How to Survive History
Cody Cassidy

 2023 212 pages

This is a book about a lot of compelling stories – which are told along with retrospective advice.

We have Bob Crowley to thank for find us this fun book which is, the author says, “a detailed, practical manual for surviving the greatest catastrophes and adventures in this planet’s history” useful just in case you find yourself in a time machine which lands you at one of these pivotal evens.

Faithful readers will interrupt here asking were the Doner Summit history, which is the mandate of the Heirloom.  The answer comes late in the book, the “Donner Party.” Which of course was a catastrophe.  Please remember the Forlorn Hope (of which Bob Crowley and friends did a reprise a few years ago) went over Donner Summit as did the four rescue parties (which Bob Crowley and friends did a reprise of a year after the Forlorn Hope adventure), and about half of the Donner Party.

On the way to the Donner Party are other catastrophes to survive.

Each catastrophe comes with background information like the life cycle of carbon, wooly mammoths weighed about 12,000 lbs.  The Great Pyramid took twenty-five years to build, all about magma, a run down of Roman history, symptoms of the Black Death, Malthusian economy, the end of serfdom, scurvy, the rules for being a pirate, and the contents of the library of Constantinople. They are interesting stories.

Then come the survival techniques specific to the catastrophes like how to kill a wooly mammoth, outrunning a Tyrannosaurus, getting out of Pompeii, etc.

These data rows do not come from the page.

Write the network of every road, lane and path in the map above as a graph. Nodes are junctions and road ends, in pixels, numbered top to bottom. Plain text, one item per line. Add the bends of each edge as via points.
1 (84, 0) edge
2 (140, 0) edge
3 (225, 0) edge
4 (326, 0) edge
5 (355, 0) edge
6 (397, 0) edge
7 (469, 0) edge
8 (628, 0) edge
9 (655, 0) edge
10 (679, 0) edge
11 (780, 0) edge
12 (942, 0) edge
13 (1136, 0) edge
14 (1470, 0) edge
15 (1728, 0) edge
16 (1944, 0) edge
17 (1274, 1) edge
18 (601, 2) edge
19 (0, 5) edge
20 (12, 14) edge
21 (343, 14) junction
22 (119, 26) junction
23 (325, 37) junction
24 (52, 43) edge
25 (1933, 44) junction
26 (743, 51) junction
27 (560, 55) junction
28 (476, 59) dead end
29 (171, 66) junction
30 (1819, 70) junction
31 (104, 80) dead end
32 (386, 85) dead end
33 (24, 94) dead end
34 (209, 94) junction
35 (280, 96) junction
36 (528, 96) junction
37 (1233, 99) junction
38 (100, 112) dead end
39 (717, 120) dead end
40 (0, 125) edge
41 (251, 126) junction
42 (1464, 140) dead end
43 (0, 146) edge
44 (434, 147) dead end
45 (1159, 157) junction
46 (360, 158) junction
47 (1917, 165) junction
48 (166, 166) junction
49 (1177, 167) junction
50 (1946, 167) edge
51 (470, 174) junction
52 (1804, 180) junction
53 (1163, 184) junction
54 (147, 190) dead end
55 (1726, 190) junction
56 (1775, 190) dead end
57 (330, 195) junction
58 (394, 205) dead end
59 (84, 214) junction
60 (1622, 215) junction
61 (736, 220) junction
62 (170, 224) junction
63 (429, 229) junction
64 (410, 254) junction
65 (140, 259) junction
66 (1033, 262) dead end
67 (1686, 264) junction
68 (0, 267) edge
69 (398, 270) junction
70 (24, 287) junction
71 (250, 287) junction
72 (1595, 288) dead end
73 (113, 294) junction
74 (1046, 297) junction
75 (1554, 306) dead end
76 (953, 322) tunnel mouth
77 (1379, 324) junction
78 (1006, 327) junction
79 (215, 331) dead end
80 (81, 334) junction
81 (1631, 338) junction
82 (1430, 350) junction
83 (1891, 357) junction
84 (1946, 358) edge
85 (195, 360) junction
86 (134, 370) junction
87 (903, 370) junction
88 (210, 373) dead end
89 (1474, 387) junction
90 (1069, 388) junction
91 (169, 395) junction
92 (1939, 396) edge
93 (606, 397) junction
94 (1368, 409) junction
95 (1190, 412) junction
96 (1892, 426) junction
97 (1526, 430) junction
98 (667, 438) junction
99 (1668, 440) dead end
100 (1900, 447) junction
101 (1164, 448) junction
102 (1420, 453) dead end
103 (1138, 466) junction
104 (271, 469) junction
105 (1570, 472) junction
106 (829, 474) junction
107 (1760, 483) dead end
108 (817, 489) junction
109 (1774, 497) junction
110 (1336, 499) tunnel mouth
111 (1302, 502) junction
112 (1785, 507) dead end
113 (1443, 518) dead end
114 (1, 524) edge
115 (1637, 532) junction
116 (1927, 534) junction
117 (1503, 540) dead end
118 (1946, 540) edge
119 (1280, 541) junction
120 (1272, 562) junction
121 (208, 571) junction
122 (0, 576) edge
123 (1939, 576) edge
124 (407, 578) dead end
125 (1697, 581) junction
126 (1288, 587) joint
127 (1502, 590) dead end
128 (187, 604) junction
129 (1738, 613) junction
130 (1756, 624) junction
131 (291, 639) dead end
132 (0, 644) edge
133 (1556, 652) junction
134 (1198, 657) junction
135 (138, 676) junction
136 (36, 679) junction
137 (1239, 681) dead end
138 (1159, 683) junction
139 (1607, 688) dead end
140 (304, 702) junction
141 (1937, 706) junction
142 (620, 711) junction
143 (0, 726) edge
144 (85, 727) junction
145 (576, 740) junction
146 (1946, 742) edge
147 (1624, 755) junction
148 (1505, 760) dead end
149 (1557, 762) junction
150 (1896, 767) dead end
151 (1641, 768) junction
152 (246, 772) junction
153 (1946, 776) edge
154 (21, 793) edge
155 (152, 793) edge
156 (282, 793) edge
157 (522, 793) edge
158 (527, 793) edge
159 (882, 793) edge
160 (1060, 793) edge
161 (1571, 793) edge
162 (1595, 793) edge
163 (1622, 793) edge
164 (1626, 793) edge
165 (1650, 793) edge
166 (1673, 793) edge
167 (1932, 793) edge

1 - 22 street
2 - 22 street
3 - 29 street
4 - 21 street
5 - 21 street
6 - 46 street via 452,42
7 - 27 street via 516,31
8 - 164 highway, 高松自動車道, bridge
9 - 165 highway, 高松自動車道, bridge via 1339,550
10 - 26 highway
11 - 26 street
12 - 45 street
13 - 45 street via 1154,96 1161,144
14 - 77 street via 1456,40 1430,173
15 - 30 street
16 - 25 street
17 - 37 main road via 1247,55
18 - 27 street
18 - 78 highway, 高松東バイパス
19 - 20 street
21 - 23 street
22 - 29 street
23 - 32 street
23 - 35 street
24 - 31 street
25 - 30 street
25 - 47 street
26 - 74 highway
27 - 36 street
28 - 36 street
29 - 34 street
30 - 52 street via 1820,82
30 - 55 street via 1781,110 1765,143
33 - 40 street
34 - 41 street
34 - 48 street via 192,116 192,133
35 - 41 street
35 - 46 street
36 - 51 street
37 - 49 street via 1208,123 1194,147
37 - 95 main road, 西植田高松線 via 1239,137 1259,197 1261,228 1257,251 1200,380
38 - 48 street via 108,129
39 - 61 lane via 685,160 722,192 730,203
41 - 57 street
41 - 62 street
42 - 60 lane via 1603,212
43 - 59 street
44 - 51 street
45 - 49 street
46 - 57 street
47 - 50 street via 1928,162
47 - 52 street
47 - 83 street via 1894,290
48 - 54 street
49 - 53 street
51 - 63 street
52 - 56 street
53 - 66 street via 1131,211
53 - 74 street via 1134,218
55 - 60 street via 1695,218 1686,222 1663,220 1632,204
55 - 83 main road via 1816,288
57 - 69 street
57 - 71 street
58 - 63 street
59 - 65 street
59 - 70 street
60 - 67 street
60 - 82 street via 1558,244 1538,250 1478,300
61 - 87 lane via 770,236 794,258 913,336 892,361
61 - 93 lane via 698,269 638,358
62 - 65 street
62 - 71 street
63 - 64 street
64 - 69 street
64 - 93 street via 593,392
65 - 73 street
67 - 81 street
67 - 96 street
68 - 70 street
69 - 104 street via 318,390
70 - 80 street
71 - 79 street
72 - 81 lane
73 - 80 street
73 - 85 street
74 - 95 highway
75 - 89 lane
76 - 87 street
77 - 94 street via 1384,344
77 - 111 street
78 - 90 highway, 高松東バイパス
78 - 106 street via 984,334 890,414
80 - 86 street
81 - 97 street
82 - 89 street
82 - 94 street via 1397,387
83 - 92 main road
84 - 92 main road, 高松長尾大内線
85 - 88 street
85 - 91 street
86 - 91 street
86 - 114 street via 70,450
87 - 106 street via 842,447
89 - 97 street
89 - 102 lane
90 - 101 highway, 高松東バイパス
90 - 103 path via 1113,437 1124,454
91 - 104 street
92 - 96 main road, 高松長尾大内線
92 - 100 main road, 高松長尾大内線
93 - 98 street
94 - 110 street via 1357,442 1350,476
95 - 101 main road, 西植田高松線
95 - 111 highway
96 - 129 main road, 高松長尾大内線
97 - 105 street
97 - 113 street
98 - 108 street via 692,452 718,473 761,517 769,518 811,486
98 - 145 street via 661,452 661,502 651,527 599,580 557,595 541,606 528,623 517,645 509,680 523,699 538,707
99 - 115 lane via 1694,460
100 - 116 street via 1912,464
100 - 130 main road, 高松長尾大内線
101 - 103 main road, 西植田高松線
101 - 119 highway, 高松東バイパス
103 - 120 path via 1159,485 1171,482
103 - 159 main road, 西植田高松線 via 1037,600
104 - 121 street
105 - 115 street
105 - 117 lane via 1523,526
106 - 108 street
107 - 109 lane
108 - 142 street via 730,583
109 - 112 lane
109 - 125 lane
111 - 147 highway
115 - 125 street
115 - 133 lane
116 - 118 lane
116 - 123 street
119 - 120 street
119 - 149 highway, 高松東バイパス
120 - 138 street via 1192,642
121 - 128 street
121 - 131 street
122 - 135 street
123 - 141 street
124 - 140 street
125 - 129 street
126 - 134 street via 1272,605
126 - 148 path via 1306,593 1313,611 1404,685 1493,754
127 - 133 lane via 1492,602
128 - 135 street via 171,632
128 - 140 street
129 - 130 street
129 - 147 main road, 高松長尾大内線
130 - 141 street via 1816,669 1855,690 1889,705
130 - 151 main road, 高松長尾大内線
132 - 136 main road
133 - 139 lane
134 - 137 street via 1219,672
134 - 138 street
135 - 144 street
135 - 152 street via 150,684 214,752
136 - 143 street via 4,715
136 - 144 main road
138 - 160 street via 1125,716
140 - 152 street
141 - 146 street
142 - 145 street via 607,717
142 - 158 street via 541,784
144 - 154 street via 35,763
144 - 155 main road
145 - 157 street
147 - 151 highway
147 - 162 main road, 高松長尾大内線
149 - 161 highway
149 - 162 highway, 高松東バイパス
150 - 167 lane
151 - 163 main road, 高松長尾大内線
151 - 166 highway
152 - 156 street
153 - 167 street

We get to the Donner Party on page 143 and here there’s an error noting that emigrants were going west for gold in 1846.  The Gold Rush was 1848, two years later. Lansford Hastings, whose guide book guided the Donner Party to disaster is described as a “respective guide.”  Nevertheless the story is true to life with the focus coming down to the wrong turn.  That focus on the left hand turn misses the other ways the Donner Party could have been saved: strong leadership, team work, keeping track of the oxen, not dawdling, going right over the pass when they arrived at Donner Lake and Edwin Bryant’s story.  He wrote a best selling, for the time, guidebook, What I Saw in California.  He and friends were part of the larger group that included the Donners.  They traded in their wagons for mules at one of the forts along the way and ended up in California weeks before the Donner Party.  That would have been a good survival technique for the Donners so that story is cursory, though true.